Desglosar el estatuto de la violencia es una tarea imprescindible y urgente, se trata de distinguir el sentido de los términos y formas por las cuales, los sujetos ejercen poder a través del lenguaje, que lejos de ser un mero medio de expresión es quizá la más importante de las instituciones, impone pretensiones de verdad y crea lo existente. En ciencias sociales, el lenguaje suele estar cargado de fatalismos configurando imágenes potentes y en este uso, se torna incapaz de consensuar y construir. Esta incapacidad del lenguaje monopolizado por pocos actores lo limita y pasa a ser un indicador de subdesarrollo social.
Ideología y lenguaje son inseparables y constituyen una prioridad en la acción política porque consolidan una forma de interpretar el mundo, de legitimarlo y de justificarlo. Pero no es lo mismo autoridad que poder, mientras que la autoridad surge y se sostiene desde un conjunto de valores respetados colectivamente, el poder surge solamente de la acción de relaciones de fuerza, lo que implica dominación y subordinación; podemos decir ya que hay poderes que carecen de autoridad.
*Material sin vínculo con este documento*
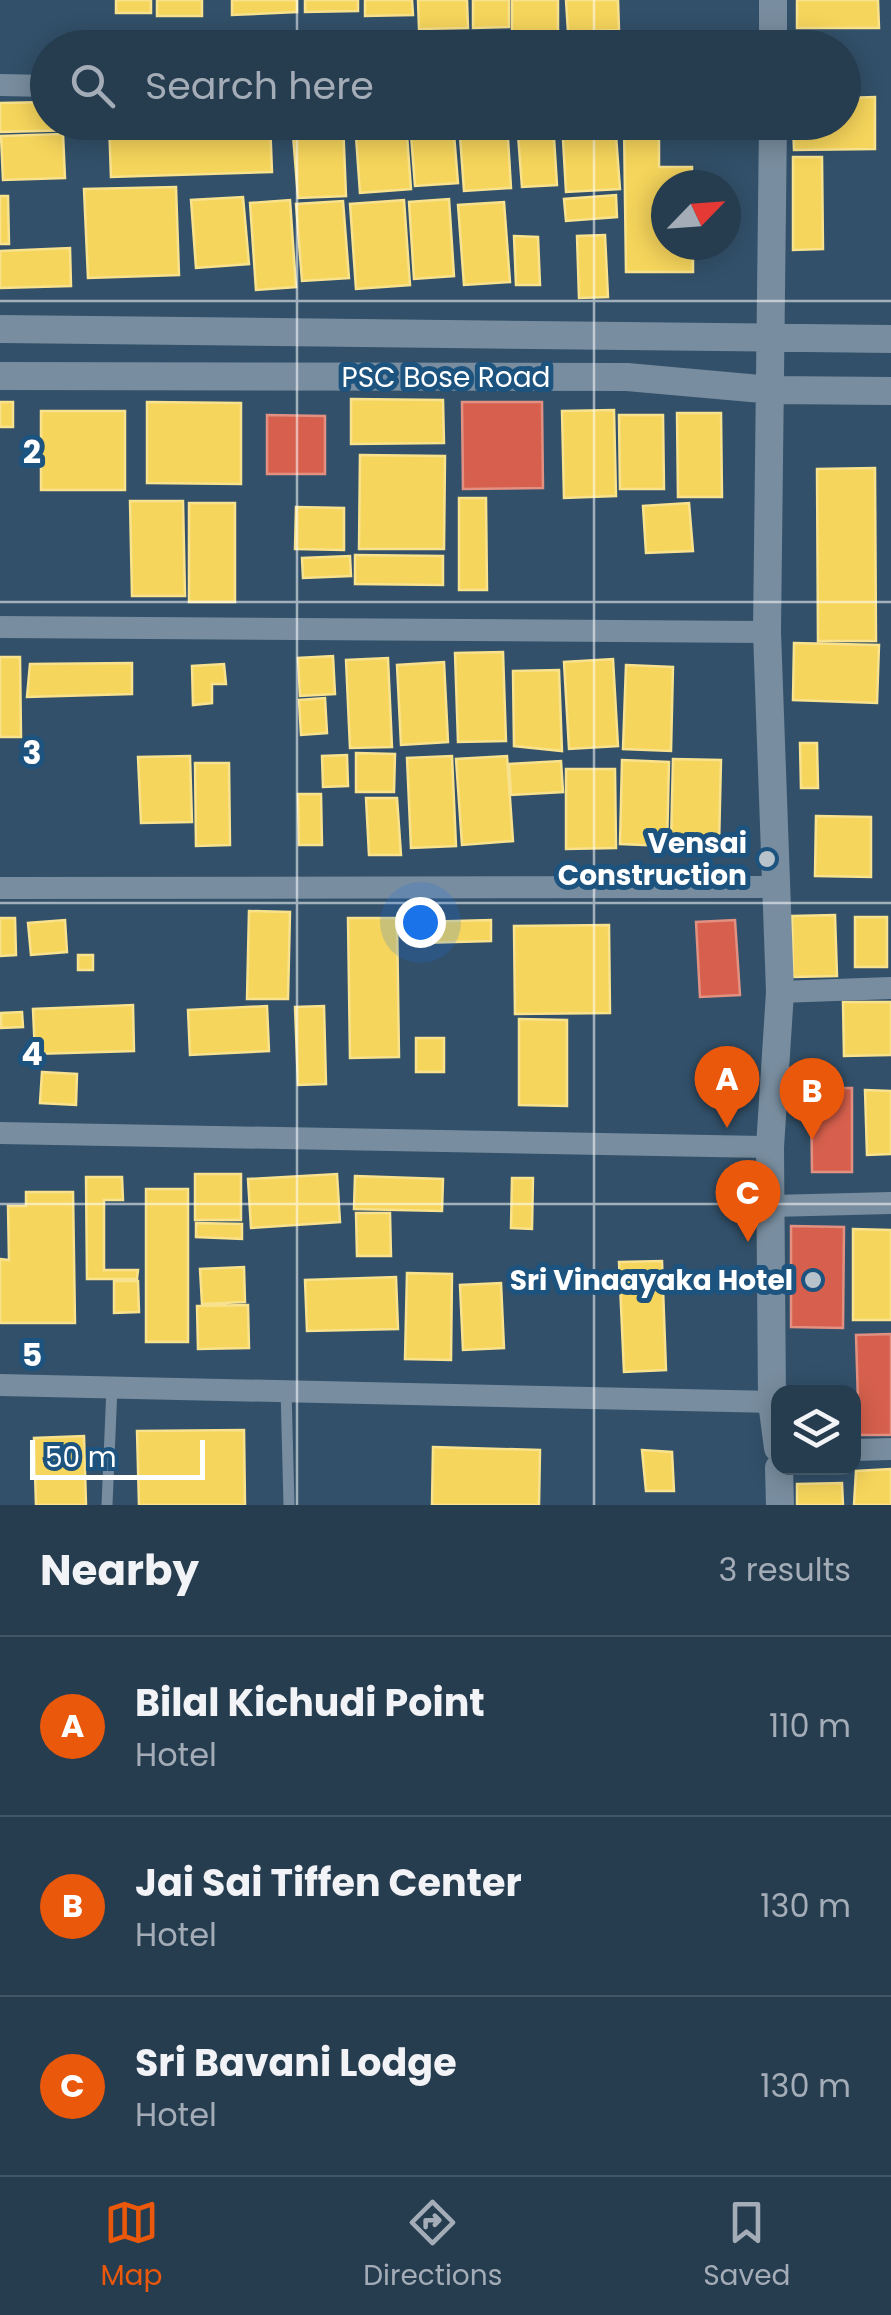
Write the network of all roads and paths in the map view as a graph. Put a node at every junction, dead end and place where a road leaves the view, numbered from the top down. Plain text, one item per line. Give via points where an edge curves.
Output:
1 (773, 0) edge
2 (773, 30) edge
3 (0, 85) edge
4 (30, 86) edge
5 (773, 140) edge
6 (0, 329) edge
7 (773, 338) junction
8 (891, 339) edge
9 (0, 376) edge
10 (772, 390) junction
11 (891, 390) edge
12 (0, 627) edge
13 (768, 632) junction
14 (776, 887) junction
15 (0, 888) edge
16 (891, 988) edge
17 (780, 992) junction
18 (0, 1133) edge
19 (770, 1147) junction
20 (891, 1204) edge
21 (772, 1206) junction
22 (772, 1385) edge
23 (0, 1386) edge
24 (112, 1387) junction
25 (286, 1389) junction
26 (771, 1402) edge
27 (891, 1449) edge
28 (861, 1450) edge
29 (780, 1475) edge
30 (108, 1505) edge
31 (289, 1505) edge
32 (780, 1505) edge

1 - 2 street
3 - 4 street
5 - 7 street
6 - 7 street, PSC Bose Road
7 - 8 street, PSC Bose Road
7 - 10 street
9 - 10 street, PSC Bose Road via 626,377
10 - 11 street, PSC Bose Road
10 - 13 street
12 - 13 street
13 - 14 street
14 - 15 street
14 - 17 street
16 - 17 street
17 - 19 street
18 - 19 street
19 - 21 street
20 - 21 street
21 - 22 street
23 - 24 street
24 - 25 street
24 - 30 lane
25 - 26 street
25 - 31 lane
27 - 28 street
29 - 32 street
El discurso fatalista del poder desprovisto de autoridad, impregna de conspiraciones el espacio institucional y pone la trama social en permanente posibilidad de catástrofe, en una lógica ambivalente que va desde la espera a la desesperación.
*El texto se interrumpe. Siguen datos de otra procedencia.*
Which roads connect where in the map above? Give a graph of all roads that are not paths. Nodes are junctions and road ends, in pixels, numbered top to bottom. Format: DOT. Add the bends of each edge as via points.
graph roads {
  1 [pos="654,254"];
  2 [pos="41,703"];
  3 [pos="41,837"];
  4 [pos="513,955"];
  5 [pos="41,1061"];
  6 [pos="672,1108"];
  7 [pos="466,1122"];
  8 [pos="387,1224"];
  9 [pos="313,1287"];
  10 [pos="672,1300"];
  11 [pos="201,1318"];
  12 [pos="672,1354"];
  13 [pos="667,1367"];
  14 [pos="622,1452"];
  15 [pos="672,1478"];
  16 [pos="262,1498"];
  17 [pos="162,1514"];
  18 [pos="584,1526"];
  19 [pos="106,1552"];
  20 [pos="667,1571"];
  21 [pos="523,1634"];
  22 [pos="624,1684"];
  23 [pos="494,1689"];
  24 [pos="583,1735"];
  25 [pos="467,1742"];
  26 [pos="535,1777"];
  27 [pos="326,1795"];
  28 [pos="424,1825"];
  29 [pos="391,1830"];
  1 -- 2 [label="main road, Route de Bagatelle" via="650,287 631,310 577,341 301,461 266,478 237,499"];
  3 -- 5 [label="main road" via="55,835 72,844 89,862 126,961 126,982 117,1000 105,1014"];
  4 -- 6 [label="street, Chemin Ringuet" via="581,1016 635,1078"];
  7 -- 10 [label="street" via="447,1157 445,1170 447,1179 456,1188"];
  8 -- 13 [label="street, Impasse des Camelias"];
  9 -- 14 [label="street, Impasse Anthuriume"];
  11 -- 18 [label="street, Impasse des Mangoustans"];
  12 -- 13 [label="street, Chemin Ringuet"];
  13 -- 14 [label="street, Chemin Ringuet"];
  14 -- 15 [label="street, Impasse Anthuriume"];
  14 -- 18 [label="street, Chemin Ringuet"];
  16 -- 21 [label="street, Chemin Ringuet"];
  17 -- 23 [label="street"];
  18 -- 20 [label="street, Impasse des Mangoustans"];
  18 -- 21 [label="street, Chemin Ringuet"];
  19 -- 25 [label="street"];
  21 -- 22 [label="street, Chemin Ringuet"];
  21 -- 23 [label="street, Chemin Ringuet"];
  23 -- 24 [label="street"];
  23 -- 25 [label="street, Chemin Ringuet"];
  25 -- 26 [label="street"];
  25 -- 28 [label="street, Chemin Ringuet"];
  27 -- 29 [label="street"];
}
Ficcionar la realidad, narrarla es hacer de ella una convención, un acuerdo que atenta contra la democracia sustantiva y la violenta hacia su forma pasiva, subordinada. Los discursos con pretensiones de universalidad erosionan el espacio político, entonces la reproducción social se entrampa en una circularidad viciosa y el sujeto lejos de emanciparse y partir en búsqueda de su realización, deviene en eterno carente, alienado, constitutivamente violento.